## TO DO
With the images removed, reproduce each entry below word for word.

## MATERIAL TO PROCESS

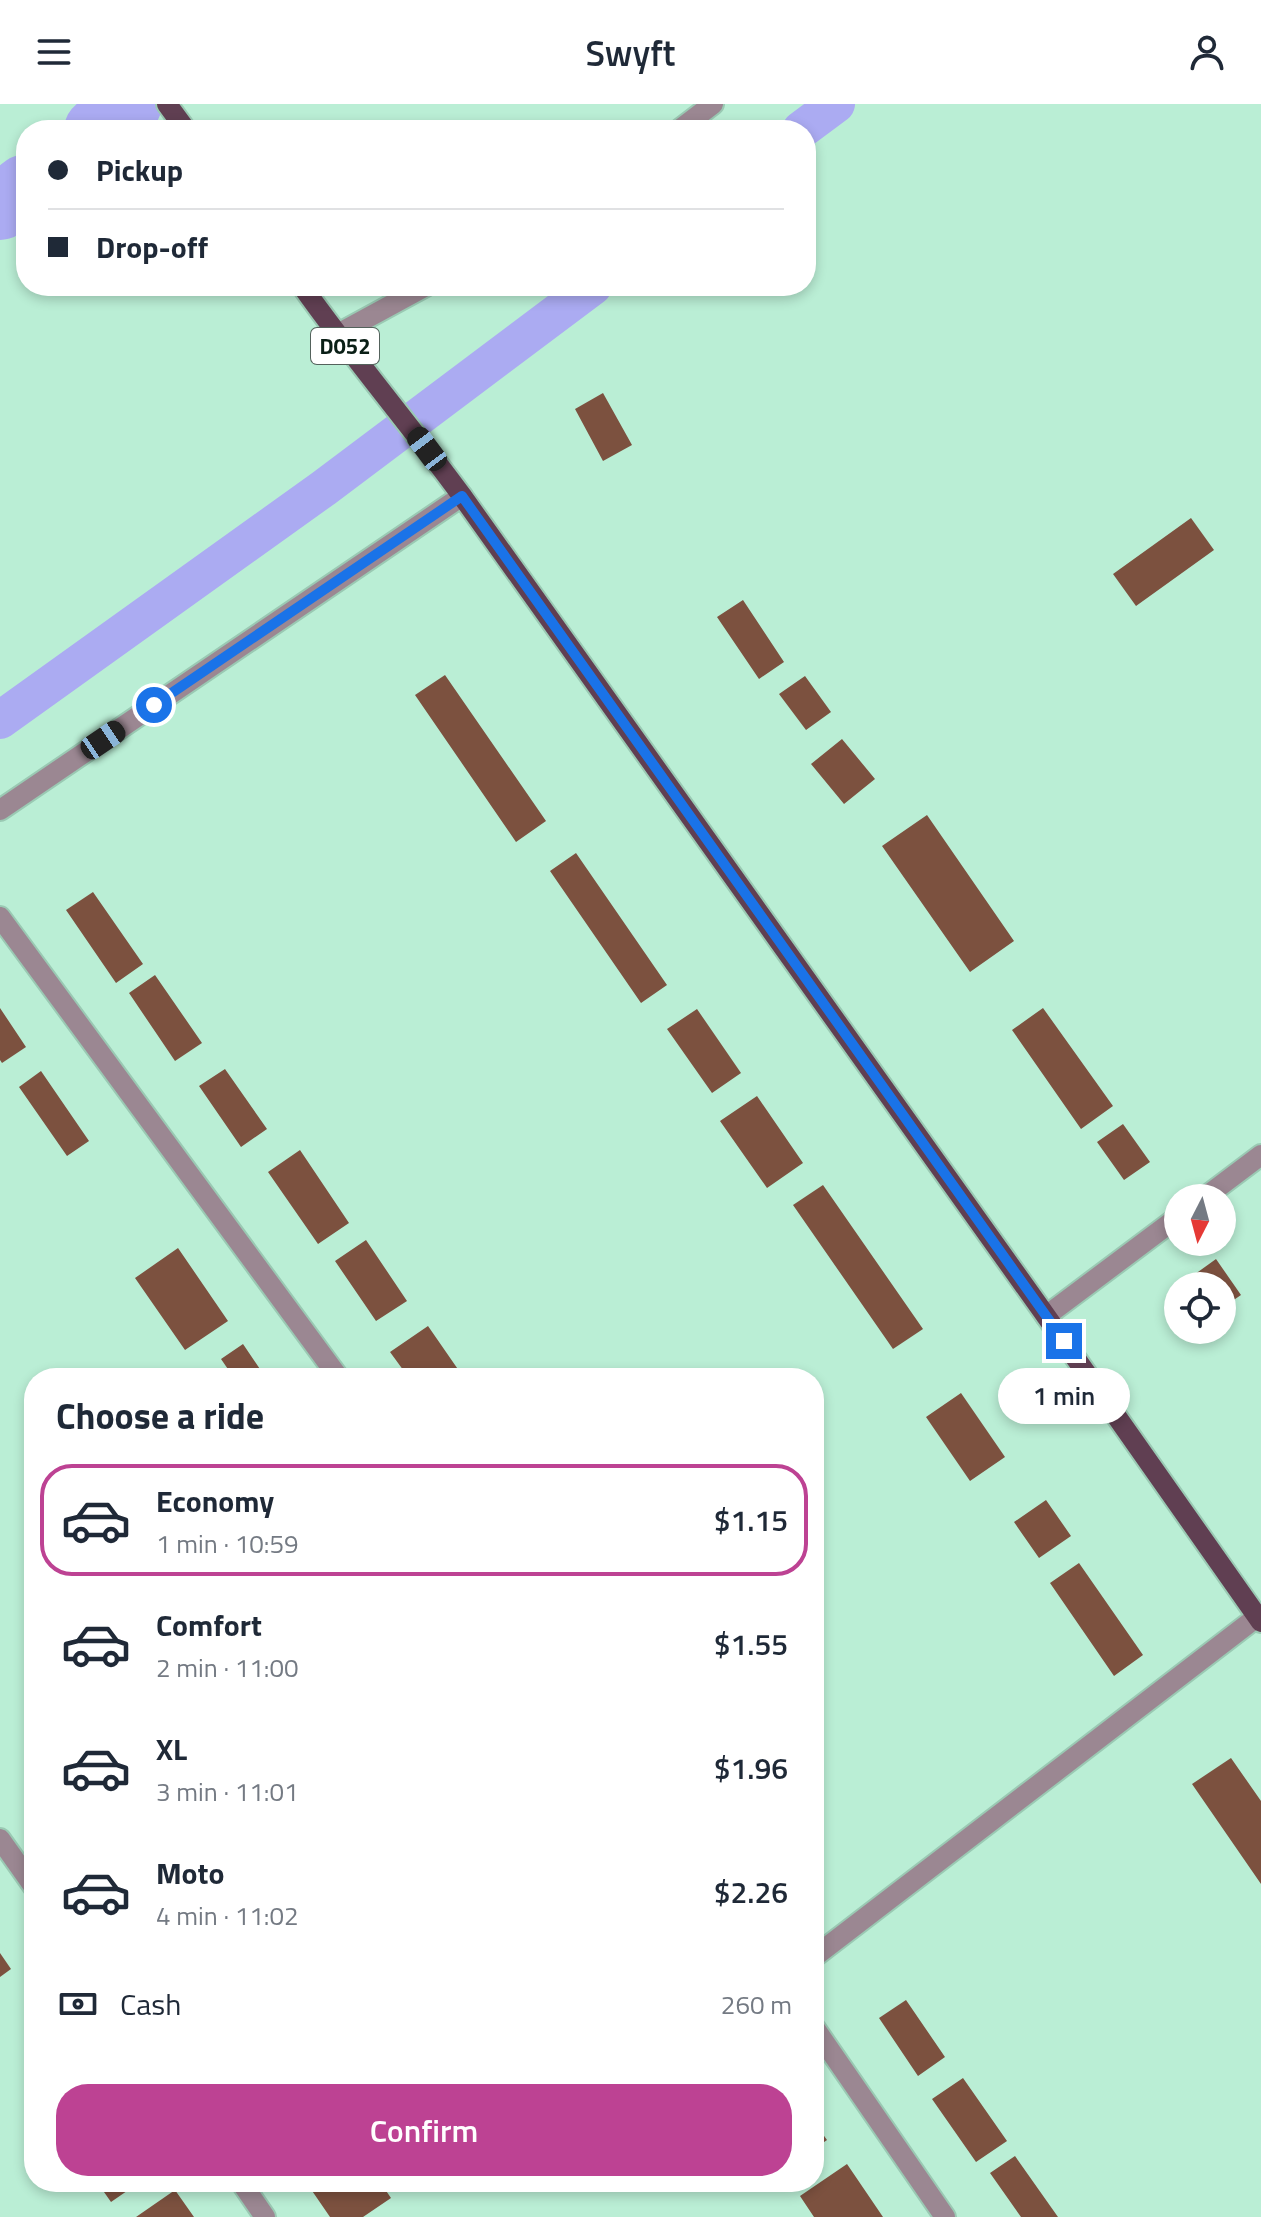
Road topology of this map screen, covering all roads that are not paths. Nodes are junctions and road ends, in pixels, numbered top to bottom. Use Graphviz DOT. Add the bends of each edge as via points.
graph roads {
  1 [pos="713,104"];
  2 [pos="692,120"];
  3 [pos="309,296"];
  4 [pos="408,296"];
  5 [pos="336,335"];
  6 [pos="462,496"];
  7 [pos="0,810"];
  8 [pos="0,917"];
  9 [pos="1261,1155"];
  10 [pos="1223,1184"];
  11 [pos="1164,1228"];
  12 [pos="1046,1316"];
  13 [pos="332,1368"];
  14 [pos="1259,1620"];
  15 [pos="0,1839"];
  16 [pos="24,1873"];
  17 [pos="824,1949"];
  18 [pos="824,2042"];
  19 [pos="248,2192"];
  20 [pos="265,2217"];
  21 [pos="945,2217"];
  1 -- 2 [label="street"];
  3 -- 5 [label="main road, D052"];
  4 -- 5 [label="street"];
  5 -- 6 [label="main road, D052"];
  6 -- 7 [label="street"];
  6 -- 12 [label="main road, D052"];
  8 -- 13 [label="street"];
  9 -- 10 [label="street"];
  11 -- 12 [label="street"];
  12 -- 14 [label="main road, D052"];
  14 -- 17 [label="street"];
  15 -- 16 [label="street"];
  18 -- 21 [label="street"];
  19 -- 20 [label="street"];
}
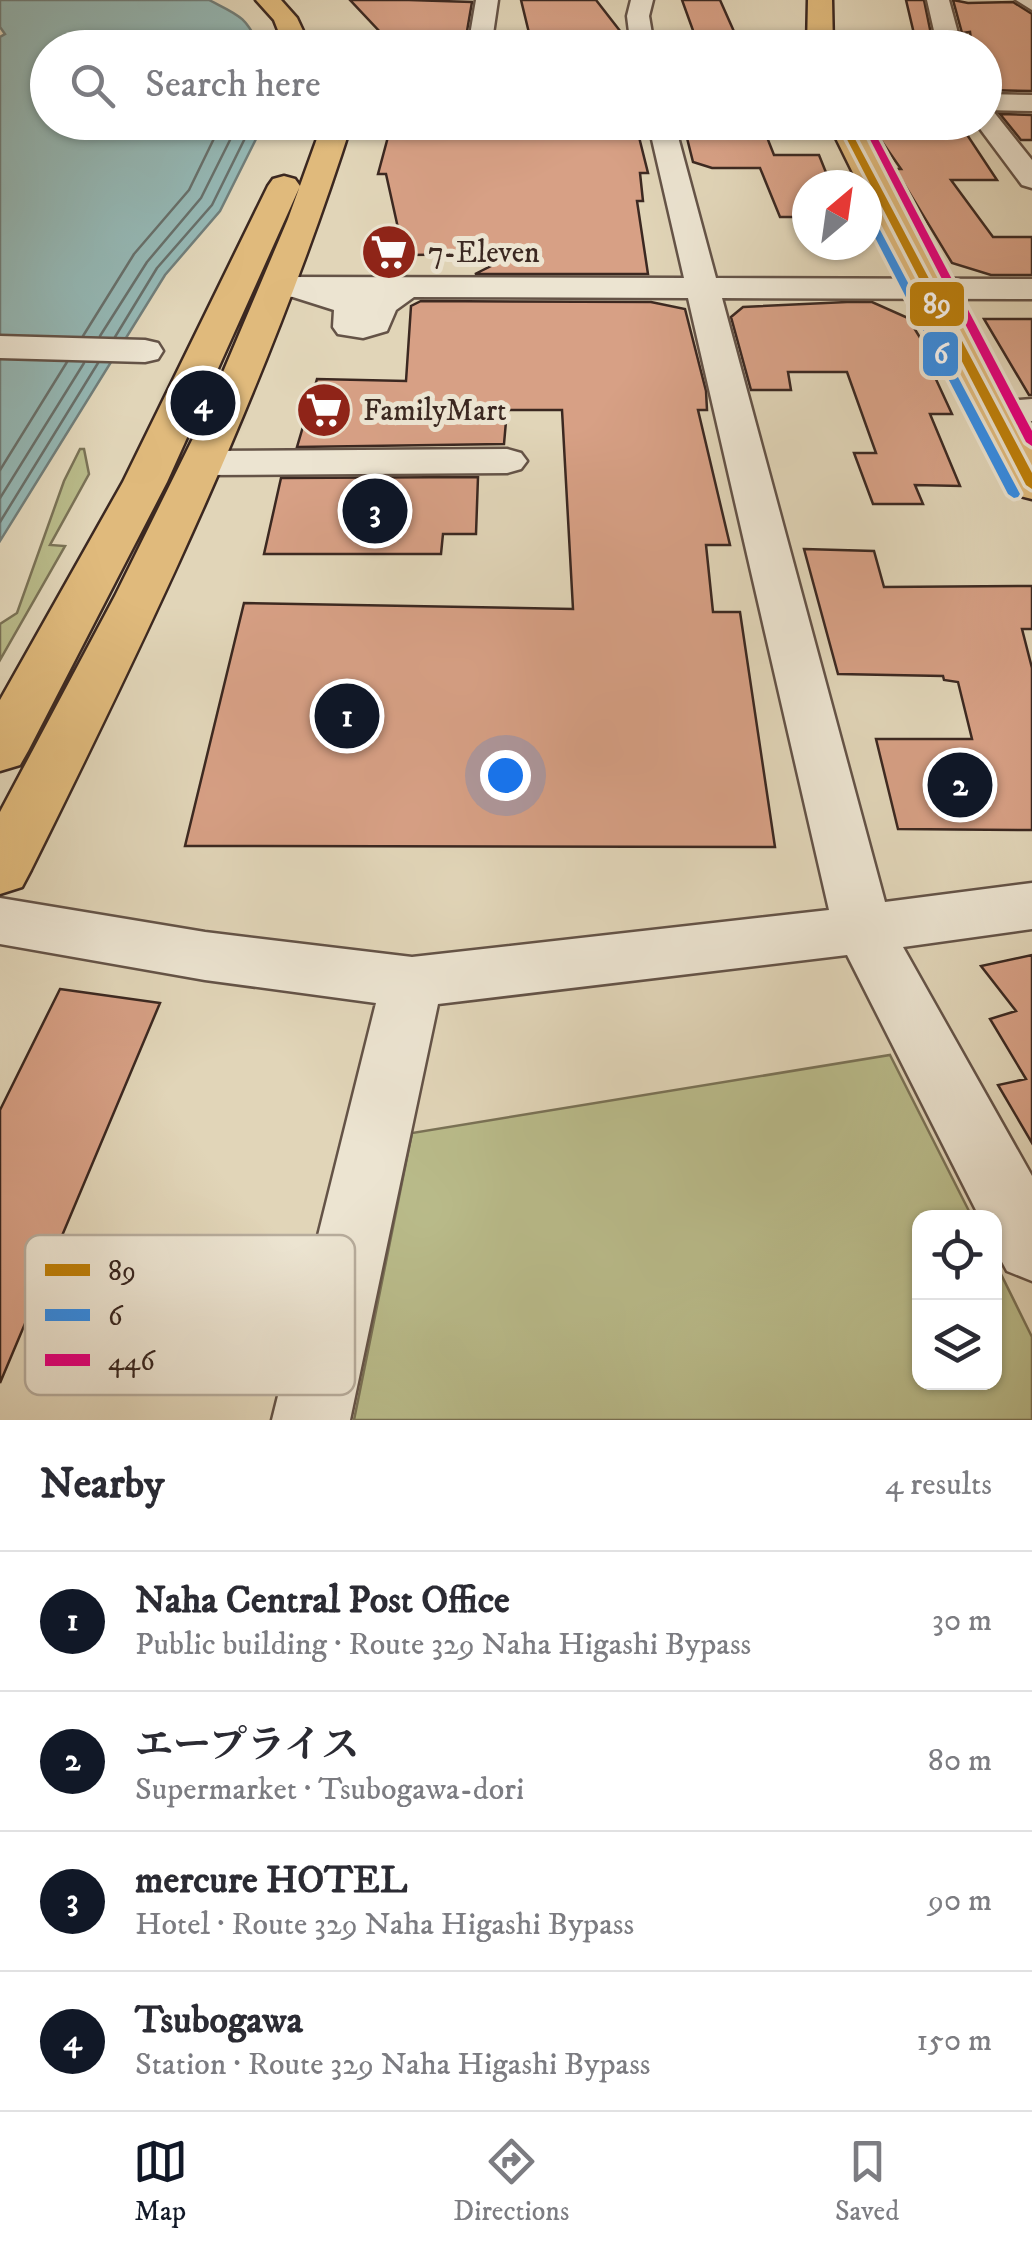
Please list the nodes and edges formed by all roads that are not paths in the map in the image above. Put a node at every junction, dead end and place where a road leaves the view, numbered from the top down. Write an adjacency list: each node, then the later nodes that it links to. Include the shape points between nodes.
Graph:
1 (268, 0): 6 (highway)
2 (488, 0): 7 (street)
3 (642, 0): 8 (street)
4 (820, 0): 9 (highway)
5 (938, 0): 10 (street)
6 (290, 30)
7 (482, 30)
8 (640, 30)
9 (820, 30)
10 (946, 30)
11 (1002, 103): 12 (street)
12 (1032, 104)
13 (332, 140): 19 (highway)
14 (666, 140): 20 (street)
15 (851, 140): 21 (highway)
16 (1002, 140): 18 (street)
17 (300, 142): 19 (highway, via 281,193)
18 (1032, 179)
19 (270, 287): 20 (street, via 351,304 350,327 364,328 374,324 380,305 407,288); 27 (highway); 29 (highway, via 145,482)
20 (703, 288): 21 (street); 33 (street)
21 (929, 289): 22 (street); 25 (highway)
22 (1032, 289)
23 (0, 347): 24 (street)
24 (136, 351)
25 (1012, 411): 28 (highway)
26 (506, 461): 27 (street)
27 (202, 463): 30 (highway)
28 (1032, 485)
29 (0, 750)
30 (0, 870)
31 (1032, 906): 33 (street)
32 (0, 921): 34 (street)
33 (862, 927): 34 (street); 36 (street)
34 (412, 982): 35 (street)
35 (354, 1235)
36 (1032, 1246)
37 (317, 1395): 38 (street)
38 (311, 1420)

## RESULT OF THIS TASK
Road topology of this map screen, covering all roads that are not paths. Nodes are junctions and road ends, in pixels, numbered top to bottom. Use Graphviz DOT. Add the bends of each edge as via points.
graph roads {
  1 [pos="713,104"];
  2 [pos="692,120"];
  3 [pos="309,296"];
  4 [pos="408,296"];
  5 [pos="336,335"];
  6 [pos="462,496"];
  7 [pos="0,810"];
  8 [pos="0,917"];
  9 [pos="1261,1155"];
  10 [pos="1223,1184"];
  11 [pos="1164,1228"];
  12 [pos="1046,1316"];
  13 [pos="332,1368"];
  14 [pos="1259,1620"];
  15 [pos="0,1839"];
  16 [pos="24,1873"];
  17 [pos="824,1949"];
  18 [pos="824,2042"];
  19 [pos="248,2192"];
  20 [pos="265,2217"];
  21 [pos="945,2217"];
  1 -- 2 [label="street"];
  3 -- 5 [label="main road, D052"];
  4 -- 5 [label="street"];
  5 -- 6 [label="main road, D052"];
  6 -- 7 [label="street"];
  6 -- 12 [label="main road, D052"];
  8 -- 13 [label="street"];
  9 -- 10 [label="street"];
  11 -- 12 [label="street"];
  12 -- 14 [label="main road, D052"];
  14 -- 17 [label="street"];
  15 -- 16 [label="street"];
  18 -- 21 [label="street"];
  19 -- 20 [label="street"];
}
Please list the nodes and edges formed by all roads that are not paths in the map in the image above. Put a node at every junction, dead end and place where a road leaves the view, numbered from the top down. Write an adjacency list: each node, then the later nodes that it links to. Include the shape points between nodes.
Graph:
1 (268, 0): 6 (highway)
2 (488, 0): 7 (street)
3 (642, 0): 8 (street)
4 (820, 0): 9 (highway)
5 (938, 0): 10 (street)
6 (290, 30)
7 (482, 30)
8 (640, 30)
9 (820, 30)
10 (946, 30)
11 (1002, 103): 12 (street)
12 (1032, 104)
13 (332, 140): 19 (highway)
14 (666, 140): 20 (street)
15 (851, 140): 21 (highway)
16 (1002, 140): 18 (street)
17 (300, 142): 19 (highway, via 281,193)
18 (1032, 179)
19 (270, 287): 20 (street, via 351,304 350,327 364,328 374,324 380,305 407,288); 27 (highway); 29 (highway, via 145,482)
20 (703, 288): 21 (street); 33 (street)
21 (929, 289): 22 (street); 25 (highway)
22 (1032, 289)
23 (0, 347): 24 (street)
24 (136, 351)
25 (1012, 411): 28 (highway)
26 (506, 461): 27 (street)
27 (202, 463): 30 (highway)
28 (1032, 485)
29 (0, 750)
30 (0, 870)
31 (1032, 906): 33 (street)
32 (0, 921): 34 (street)
33 (862, 927): 34 (street); 36 (street)
34 (412, 982): 35 (street)
35 (354, 1235)
36 (1032, 1246)
37 (317, 1395): 38 (street)
38 (311, 1420)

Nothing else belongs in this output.